» WORK ORDER:
Search the listing below for the string "main" and copy every line where it occurs.
[INFORMATION SUPPLIED Boundary: Start]
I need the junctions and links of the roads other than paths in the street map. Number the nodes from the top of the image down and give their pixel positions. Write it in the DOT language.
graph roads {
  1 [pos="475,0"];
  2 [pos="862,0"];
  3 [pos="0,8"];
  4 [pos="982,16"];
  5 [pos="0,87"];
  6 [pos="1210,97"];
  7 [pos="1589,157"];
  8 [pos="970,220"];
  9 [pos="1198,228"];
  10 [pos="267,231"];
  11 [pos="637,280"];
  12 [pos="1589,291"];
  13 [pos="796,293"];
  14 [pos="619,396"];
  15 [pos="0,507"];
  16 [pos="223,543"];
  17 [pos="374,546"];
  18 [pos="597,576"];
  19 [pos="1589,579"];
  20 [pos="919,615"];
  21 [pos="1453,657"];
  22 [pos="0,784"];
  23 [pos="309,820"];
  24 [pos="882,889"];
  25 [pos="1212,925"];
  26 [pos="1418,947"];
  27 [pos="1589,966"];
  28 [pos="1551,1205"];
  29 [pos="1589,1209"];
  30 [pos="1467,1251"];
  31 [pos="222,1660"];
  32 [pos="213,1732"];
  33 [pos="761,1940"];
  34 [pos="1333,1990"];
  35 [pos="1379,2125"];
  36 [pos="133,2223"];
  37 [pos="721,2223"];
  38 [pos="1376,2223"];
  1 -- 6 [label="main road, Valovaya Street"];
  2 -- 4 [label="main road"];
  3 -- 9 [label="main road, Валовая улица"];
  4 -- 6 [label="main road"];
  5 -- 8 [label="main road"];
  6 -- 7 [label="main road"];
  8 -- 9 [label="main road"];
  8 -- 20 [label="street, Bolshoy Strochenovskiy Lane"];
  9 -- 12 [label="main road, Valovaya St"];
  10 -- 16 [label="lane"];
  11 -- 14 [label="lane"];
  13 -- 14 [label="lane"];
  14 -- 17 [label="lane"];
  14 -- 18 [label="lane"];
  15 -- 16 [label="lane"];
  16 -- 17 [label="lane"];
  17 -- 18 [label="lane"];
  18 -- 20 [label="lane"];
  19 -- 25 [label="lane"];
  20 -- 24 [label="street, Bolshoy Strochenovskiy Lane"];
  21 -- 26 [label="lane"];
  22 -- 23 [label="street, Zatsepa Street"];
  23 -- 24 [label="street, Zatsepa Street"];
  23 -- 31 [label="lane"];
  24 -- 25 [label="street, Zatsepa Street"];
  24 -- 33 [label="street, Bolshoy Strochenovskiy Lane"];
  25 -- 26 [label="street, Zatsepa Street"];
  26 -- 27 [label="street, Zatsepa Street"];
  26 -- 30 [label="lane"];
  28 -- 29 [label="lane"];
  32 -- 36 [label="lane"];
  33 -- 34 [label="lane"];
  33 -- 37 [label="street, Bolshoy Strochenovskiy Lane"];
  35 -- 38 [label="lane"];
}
[INFORMATION SUPPLIED Boundary: End]
» OUTPUT BELOW:
  1 -- 6 [label="main road, Valovaya Street"];
  2 -- 4 [label="main road"];
  3 -- 9 [label="main road, Валовая улица"];
  4 -- 6 [label="main road"];
  5 -- 8 [label="main road"];
  6 -- 7 [label="main road"];
  8 -- 9 [label="main road"];
  9 -- 12 [label="main road, Valovaya St"];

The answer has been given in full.